Their work riding as a unit also caught the attention of Alexander Kristoff last year, who signed with them. “He already saw in the spring Classics that by the time he was alone and fighting for position, we still had two or three guys together,” Visbeek says. “And we are a team of opportunities. You don’t come to us for a big contract. If you want to win races, or slowly build up your career rather than end up in a support role in a big team, those guys have chances.”
This is where Biniam Girmay comes in. At the other end of his career to Kristoff and Pozzovivo, Intermarché could conceivably build the entire team around the Eritrean prodigy. He took his opportunity to lead at several spring Classics with aplomb, wins at the Trofeo Alcudia, Ghent-Wevelgem and the Giro underlining his promise.
Signing the then-21-year-old was a coup. Visbeek had noticed another problem on his arrival at Intermarché: there were no young, up and coming riders. He made a list of realistic targets, which the Eritrean topped. In April 2021, when Girmay’s second-tier Delko team suffered budgetary problems and his race schedule was cut, he swooped. “This is a chance we won’t get very often,” the Dutchman told his bosses.
They approached Girmay’s manager with a plan about his development over three years, in terms of WorldTour targets and results. According to the Dutchman, the only other team that made an offer was UAE Team Emirates. The underdog squad won the battle, with Girmay officially coming on board in early August. “He’s very coachable: it takes time to win his confidence, but when you do, he listens and follows what you want him to learn,” Visbeek says. “That’s why he could grow so fast – we won his trust.”
Girmay is one of 21 riders who have joined in the last two seasons. Amid this considerable rider turnover, there is still a sense of continuity. Kevin Van Melsen has ridden with them since 2008, when the team were Continental nobodies, while Andrea Pasqualon has gone from strength to strength since being in their debut Tour de France team. “It’s nice that after six years, I’m still here and they believe in me,” Pasqualon says. “You can take the world’s best riders, but I like the philosophy of Intermarché: good riders, but not the biggest, and they grow up with the team.”

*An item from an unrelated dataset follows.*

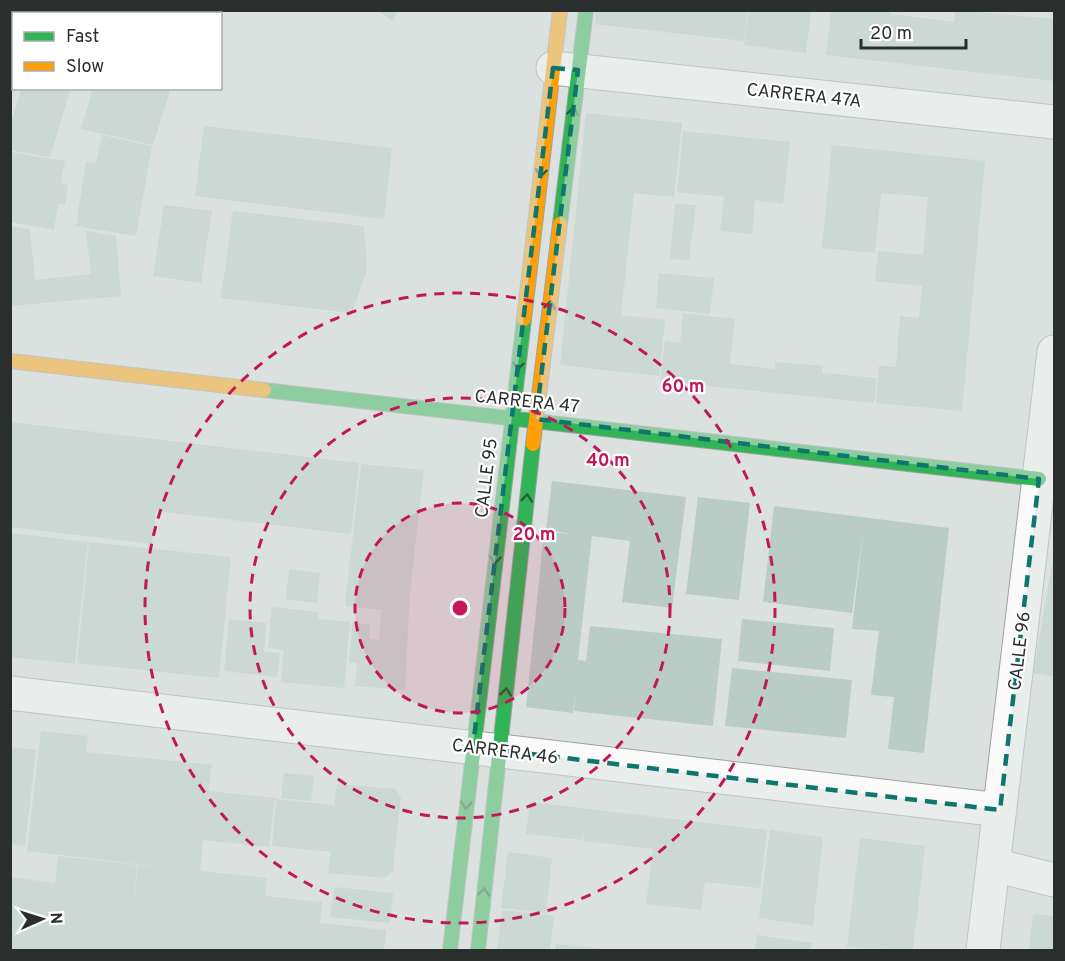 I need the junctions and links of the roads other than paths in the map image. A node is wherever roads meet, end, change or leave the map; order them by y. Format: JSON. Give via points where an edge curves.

No longer the misfits, Intermarché-Wanty-Gobert Materiaux have hit the mainstream, and the WorldTour’s best are taking note. “There’s a lot of riders interested who definitely would not have been two years ago,” Visbeek says.
On the other hand, they will have to battle to keep riders who have impressed, such as Liège-Bastogne-Liège runner-up Quinten Hermans and Biniam Girmay, despite his contract running to the end of 2026.
It’s a nice problem to have after the best twelve months in their history. Relegation from the WorldTour will surely be averted and they are already close to their internal objective of 15 victories for the season. There will be no resting on laurels though: the Tour de France approaches and five years on from their debut, the target is a maiden stage victory. Glory on stage six, which starts in Wanty’s home city of Binche, is the dream outcome.
Aike Visbeek wants to use this season as another springboard for more success. “When we look back in five years’ time on this year, how will we rate it? Will it be normal to win 11 races by the time June comes? Will it be normal to win Classics?”
“I said [to the other managers here], I think this is a premier cru season. It’s the bottle you put in your basement for another ten years, pick it up and think ‘it’s a nice one.’ But it’s only June and with the Tour de France, I think we can still make a vintage out of it.”